- WHAT THE EXERCISE ASKS
What is asked for is the whole listing, given again word for word.

- THE DATA

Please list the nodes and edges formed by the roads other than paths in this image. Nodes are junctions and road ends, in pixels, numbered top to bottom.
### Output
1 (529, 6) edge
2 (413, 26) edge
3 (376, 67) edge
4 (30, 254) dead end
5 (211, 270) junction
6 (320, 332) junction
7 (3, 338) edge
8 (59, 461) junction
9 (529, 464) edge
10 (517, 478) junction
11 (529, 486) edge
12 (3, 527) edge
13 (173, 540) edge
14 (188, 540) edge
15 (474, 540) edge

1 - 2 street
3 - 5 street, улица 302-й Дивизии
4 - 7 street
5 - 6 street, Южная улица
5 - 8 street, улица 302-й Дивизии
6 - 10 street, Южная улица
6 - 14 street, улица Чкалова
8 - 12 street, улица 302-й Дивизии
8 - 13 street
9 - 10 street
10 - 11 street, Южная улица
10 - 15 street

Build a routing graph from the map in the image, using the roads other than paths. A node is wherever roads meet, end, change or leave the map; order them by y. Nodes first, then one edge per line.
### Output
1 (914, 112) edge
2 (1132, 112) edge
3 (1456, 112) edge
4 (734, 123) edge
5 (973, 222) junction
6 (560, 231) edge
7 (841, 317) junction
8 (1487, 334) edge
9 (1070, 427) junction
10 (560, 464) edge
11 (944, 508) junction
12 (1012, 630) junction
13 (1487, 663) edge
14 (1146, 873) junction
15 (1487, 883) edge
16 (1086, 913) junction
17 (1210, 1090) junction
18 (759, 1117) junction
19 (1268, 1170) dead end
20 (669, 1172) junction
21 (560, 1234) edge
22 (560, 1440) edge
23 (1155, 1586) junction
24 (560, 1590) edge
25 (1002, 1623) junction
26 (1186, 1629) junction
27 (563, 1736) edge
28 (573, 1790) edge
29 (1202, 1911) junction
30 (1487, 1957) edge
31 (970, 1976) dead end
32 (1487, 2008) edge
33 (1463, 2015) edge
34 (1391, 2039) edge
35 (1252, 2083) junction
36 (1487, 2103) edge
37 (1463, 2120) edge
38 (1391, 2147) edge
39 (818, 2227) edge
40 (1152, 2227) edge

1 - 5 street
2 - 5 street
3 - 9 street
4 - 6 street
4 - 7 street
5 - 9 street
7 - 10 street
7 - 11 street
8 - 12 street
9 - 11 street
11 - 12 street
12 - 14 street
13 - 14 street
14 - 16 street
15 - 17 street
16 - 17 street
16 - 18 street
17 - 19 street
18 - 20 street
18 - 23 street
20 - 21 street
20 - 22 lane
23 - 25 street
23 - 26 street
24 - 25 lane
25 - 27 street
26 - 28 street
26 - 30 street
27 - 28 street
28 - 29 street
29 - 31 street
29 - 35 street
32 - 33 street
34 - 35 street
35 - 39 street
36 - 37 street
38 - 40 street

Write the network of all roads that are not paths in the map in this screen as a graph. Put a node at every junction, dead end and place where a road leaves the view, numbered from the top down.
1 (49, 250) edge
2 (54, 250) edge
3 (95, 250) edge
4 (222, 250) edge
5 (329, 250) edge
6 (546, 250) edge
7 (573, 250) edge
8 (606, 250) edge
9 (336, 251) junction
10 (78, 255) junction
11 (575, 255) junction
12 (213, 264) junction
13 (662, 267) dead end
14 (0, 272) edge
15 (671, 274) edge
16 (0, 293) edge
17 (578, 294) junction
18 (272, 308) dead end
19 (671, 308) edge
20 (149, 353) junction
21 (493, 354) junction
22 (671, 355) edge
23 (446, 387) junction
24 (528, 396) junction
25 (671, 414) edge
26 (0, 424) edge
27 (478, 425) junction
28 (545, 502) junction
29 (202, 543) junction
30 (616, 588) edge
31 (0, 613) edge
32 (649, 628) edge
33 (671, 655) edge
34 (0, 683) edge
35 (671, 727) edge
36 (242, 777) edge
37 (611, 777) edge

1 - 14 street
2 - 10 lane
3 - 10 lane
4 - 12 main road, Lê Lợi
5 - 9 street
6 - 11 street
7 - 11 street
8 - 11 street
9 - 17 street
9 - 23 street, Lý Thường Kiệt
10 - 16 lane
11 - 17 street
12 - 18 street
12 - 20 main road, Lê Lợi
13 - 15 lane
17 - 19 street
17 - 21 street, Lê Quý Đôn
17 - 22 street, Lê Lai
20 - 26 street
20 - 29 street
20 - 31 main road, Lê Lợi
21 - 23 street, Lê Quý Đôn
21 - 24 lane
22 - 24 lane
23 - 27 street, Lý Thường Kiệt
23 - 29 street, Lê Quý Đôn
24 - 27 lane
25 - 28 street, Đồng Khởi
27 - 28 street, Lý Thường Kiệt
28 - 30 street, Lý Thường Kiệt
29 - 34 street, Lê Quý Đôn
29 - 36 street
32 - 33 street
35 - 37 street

- OUTPUT
Please list the nodes and edges formed by the roads other than paths in this image. Nodes are junctions and road ends, in pixels, numbered top to bottom.
### Output
1 (529, 6) edge
2 (413, 26) edge
3 (376, 67) edge
4 (30, 254) dead end
5 (211, 270) junction
6 (320, 332) junction
7 (3, 338) edge
8 (59, 461) junction
9 (529, 464) edge
10 (517, 478) junction
11 (529, 486) edge
12 (3, 527) edge
13 (173, 540) edge
14 (188, 540) edge
15 (474, 540) edge

1 - 2 street
3 - 5 street, улица 302-й Дивизии
4 - 7 street
5 - 6 street, Южная улица
5 - 8 street, улица 302-й Дивизии
6 - 10 street, Южная улица
6 - 14 street, улица Чкалова
8 - 12 street, улица 302-й Дивизии
8 - 13 street
9 - 10 street
10 - 11 street, Южная улица
10 - 15 street

Build a routing graph from the map in the image, using the roads other than paths. A node is wherever roads meet, end, change or leave the map; order them by y. Nodes first, then one edge per line.
### Output
1 (914, 112) edge
2 (1132, 112) edge
3 (1456, 112) edge
4 (734, 123) edge
5 (973, 222) junction
6 (560, 231) edge
7 (841, 317) junction
8 (1487, 334) edge
9 (1070, 427) junction
10 (560, 464) edge
11 (944, 508) junction
12 (1012, 630) junction
13 (1487, 663) edge
14 (1146, 873) junction
15 (1487, 883) edge
16 (1086, 913) junction
17 (1210, 1090) junction
18 (759, 1117) junction
19 (1268, 1170) dead end
20 (669, 1172) junction
21 (560, 1234) edge
22 (560, 1440) edge
23 (1155, 1586) junction
24 (560, 1590) edge
25 (1002, 1623) junction
26 (1186, 1629) junction
27 (563, 1736) edge
28 (573, 1790) edge
29 (1202, 1911) junction
30 (1487, 1957) edge
31 (970, 1976) dead end
32 (1487, 2008) edge
33 (1463, 2015) edge
34 (1391, 2039) edge
35 (1252, 2083) junction
36 (1487, 2103) edge
37 (1463, 2120) edge
38 (1391, 2147) edge
39 (818, 2227) edge
40 (1152, 2227) edge

1 - 5 street
2 - 5 street
3 - 9 street
4 - 6 street
4 - 7 street
5 - 9 street
7 - 10 street
7 - 11 street
8 - 12 street
9 - 11 street
11 - 12 street
12 - 14 street
13 - 14 street
14 - 16 street
15 - 17 street
16 - 17 street
16 - 18 street
17 - 19 street
18 - 20 street
18 - 23 street
20 - 21 street
20 - 22 lane
23 - 25 street
23 - 26 street
24 - 25 lane
25 - 27 street
26 - 28 street
26 - 30 street
27 - 28 street
28 - 29 street
29 - 31 street
29 - 35 street
32 - 33 street
34 - 35 street
35 - 39 street
36 - 37 street
38 - 40 street

Write the network of all roads that are not paths in the map in this screen as a graph. Put a node at every junction, dead end and place where a road leaves the view, numbered from the top down.
1 (49, 250) edge
2 (54, 250) edge
3 (95, 250) edge
4 (222, 250) edge
5 (329, 250) edge
6 (546, 250) edge
7 (573, 250) edge
8 (606, 250) edge
9 (336, 251) junction
10 (78, 255) junction
11 (575, 255) junction
12 (213, 264) junction
13 (662, 267) dead end
14 (0, 272) edge
15 (671, 274) edge
16 (0, 293) edge
17 (578, 294) junction
18 (272, 308) dead end
19 (671, 308) edge
20 (149, 353) junction
21 (493, 354) junction
22 (671, 355) edge
23 (446, 387) junction
24 (528, 396) junction
25 (671, 414) edge
26 (0, 424) edge
27 (478, 425) junction
28 (545, 502) junction
29 (202, 543) junction
30 (616, 588) edge
31 (0, 613) edge
32 (649, 628) edge
33 (671, 655) edge
34 (0, 683) edge
35 (671, 727) edge
36 (242, 777) edge
37 (611, 777) edge

1 - 14 street
2 - 10 lane
3 - 10 lane
4 - 12 main road, Lê Lợi
5 - 9 street
6 - 11 street
7 - 11 street
8 - 11 street
9 - 17 street
9 - 23 street, Lý Thường Kiệt
10 - 16 lane
11 - 17 street
12 - 18 street
12 - 20 main road, Lê Lợi
13 - 15 lane
17 - 19 street
17 - 21 street, Lê Quý Đôn
17 - 22 street, Lê Lai
20 - 26 street
20 - 29 street
20 - 31 main road, Lê Lợi
21 - 23 street, Lê Quý Đôn
21 - 24 lane
22 - 24 lane
23 - 27 street, Lý Thường Kiệt
23 - 29 street, Lê Quý Đôn
24 - 27 lane
25 - 28 street, Đồng Khởi
27 - 28 street, Lý Thường Kiệt
28 - 30 street, Lý Thường Kiệt
29 - 34 street, Lê Quý Đôn
29 - 36 street
32 - 33 street
35 - 37 street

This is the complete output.